▶ _Your instructions_
Each line of the records that includes "Pool" should be found and copied.

▶ _Data for the task_
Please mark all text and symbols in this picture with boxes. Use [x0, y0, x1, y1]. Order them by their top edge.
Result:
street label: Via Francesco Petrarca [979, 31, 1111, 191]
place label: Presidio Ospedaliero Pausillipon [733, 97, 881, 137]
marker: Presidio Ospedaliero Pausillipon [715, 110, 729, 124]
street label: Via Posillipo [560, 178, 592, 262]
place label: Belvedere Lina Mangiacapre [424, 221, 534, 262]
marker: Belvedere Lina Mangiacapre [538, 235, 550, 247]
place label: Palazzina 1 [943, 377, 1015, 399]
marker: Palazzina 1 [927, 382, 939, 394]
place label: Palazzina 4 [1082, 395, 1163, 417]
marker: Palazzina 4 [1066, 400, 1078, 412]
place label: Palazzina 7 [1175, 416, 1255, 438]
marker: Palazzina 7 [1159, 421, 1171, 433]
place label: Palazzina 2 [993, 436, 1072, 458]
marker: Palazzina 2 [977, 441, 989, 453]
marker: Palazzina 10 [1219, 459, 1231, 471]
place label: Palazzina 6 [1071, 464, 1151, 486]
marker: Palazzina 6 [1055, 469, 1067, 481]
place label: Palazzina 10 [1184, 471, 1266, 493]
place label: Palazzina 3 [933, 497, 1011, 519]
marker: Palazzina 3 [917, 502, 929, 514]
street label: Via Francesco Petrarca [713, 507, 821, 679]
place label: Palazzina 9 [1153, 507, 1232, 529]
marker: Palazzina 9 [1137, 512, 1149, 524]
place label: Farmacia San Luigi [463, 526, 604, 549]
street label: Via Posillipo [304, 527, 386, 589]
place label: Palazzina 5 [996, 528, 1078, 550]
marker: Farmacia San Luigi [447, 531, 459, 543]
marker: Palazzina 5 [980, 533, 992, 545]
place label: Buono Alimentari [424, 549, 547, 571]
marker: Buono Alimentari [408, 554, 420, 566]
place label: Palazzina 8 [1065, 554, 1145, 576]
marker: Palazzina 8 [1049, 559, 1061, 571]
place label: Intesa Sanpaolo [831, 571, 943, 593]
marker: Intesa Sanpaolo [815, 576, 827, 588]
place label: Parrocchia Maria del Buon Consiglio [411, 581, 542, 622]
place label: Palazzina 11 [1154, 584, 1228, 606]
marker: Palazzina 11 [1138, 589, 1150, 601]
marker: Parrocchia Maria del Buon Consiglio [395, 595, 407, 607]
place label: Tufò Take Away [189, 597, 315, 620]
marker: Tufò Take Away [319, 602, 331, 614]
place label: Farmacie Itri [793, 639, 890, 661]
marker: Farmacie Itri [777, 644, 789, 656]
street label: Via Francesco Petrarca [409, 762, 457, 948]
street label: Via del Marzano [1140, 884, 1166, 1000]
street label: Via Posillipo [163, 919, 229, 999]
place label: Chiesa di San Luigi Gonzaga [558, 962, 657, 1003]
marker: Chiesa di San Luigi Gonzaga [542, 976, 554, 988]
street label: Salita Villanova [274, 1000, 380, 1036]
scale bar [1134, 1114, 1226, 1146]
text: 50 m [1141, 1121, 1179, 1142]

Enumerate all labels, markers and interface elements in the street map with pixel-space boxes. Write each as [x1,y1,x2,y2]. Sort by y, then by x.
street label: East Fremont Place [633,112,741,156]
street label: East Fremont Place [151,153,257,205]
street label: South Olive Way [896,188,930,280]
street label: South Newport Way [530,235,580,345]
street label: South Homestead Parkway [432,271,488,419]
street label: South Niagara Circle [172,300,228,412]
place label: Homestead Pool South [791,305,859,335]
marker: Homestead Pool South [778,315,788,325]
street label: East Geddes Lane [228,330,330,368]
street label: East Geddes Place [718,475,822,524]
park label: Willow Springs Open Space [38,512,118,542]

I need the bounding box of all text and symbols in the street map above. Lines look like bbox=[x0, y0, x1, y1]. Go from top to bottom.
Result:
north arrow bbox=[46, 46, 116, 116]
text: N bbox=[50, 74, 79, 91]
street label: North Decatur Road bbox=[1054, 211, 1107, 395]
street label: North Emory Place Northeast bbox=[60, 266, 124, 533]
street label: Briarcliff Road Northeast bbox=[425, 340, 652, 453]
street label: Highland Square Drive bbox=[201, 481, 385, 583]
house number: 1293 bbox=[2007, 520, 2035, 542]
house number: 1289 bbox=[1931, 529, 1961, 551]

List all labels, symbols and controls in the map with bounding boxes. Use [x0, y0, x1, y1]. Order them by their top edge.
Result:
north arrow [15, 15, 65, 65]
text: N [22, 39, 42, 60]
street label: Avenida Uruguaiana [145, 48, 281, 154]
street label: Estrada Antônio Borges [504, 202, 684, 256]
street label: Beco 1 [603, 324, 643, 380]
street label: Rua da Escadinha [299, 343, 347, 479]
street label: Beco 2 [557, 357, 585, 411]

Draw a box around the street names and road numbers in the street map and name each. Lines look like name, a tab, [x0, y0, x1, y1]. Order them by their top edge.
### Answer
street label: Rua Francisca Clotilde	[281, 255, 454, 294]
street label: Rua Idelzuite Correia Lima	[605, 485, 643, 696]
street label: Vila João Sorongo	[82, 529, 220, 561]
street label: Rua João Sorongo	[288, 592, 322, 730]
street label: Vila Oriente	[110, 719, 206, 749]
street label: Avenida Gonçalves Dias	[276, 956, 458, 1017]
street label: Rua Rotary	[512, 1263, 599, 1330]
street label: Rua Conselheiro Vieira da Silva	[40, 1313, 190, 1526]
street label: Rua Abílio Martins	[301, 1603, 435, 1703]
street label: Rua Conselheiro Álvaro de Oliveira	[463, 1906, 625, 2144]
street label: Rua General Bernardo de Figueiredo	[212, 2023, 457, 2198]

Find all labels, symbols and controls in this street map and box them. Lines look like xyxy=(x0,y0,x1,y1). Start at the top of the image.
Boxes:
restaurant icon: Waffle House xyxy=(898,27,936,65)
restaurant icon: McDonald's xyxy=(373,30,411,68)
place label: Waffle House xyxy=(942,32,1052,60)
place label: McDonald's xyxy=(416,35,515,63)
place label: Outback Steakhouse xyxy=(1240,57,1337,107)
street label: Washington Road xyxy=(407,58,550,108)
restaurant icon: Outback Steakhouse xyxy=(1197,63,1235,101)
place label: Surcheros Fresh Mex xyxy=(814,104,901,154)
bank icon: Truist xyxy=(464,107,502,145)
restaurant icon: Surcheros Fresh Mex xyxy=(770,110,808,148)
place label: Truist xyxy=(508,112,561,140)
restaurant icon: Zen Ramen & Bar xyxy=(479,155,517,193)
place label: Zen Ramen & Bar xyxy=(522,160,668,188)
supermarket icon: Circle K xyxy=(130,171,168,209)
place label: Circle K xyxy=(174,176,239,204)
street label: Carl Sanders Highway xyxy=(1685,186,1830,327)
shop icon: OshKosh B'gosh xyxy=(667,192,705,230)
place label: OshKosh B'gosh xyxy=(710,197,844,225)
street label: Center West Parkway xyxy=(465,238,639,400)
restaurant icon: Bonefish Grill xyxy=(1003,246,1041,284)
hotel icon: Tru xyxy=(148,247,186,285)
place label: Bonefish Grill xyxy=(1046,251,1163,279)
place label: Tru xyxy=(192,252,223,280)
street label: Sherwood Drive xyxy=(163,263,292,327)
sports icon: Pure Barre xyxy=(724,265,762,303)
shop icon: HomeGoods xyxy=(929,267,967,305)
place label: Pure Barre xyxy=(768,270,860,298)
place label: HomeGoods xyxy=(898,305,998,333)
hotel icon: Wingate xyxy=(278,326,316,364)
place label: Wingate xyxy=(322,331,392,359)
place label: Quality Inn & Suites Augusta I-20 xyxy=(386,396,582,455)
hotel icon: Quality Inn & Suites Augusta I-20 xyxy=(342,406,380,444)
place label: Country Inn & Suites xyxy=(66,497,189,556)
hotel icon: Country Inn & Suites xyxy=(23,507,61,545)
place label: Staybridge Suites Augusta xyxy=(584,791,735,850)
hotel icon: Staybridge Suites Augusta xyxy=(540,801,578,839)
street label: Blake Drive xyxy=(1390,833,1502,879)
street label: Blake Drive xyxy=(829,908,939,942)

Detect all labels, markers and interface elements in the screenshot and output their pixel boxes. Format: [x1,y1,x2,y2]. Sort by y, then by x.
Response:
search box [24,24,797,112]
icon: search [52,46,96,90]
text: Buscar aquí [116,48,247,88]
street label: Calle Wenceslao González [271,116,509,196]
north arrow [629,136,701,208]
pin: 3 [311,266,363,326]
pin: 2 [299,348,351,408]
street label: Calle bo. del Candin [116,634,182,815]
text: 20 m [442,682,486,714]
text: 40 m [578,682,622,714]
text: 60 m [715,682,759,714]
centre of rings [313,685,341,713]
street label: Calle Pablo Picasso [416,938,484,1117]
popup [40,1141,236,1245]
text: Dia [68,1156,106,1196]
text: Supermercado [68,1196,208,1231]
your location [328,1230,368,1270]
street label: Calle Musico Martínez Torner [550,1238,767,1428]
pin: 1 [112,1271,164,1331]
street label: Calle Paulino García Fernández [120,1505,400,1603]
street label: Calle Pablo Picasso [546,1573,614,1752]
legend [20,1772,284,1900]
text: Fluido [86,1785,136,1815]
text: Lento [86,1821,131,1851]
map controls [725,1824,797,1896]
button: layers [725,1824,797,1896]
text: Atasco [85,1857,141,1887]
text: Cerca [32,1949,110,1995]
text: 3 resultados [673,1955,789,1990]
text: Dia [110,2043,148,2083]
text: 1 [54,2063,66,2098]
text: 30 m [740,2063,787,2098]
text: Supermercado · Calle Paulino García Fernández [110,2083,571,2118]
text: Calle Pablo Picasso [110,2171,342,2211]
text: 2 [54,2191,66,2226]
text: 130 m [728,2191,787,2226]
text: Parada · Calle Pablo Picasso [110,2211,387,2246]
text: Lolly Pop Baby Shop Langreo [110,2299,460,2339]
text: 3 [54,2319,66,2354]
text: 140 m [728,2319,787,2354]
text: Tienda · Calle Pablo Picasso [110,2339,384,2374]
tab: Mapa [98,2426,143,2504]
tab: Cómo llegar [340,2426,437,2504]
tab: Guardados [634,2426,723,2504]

▶ _Written solution_
place label: Homestead Pool South [791,305,859,335]
marker: Homestead Pool South [778,315,788,325]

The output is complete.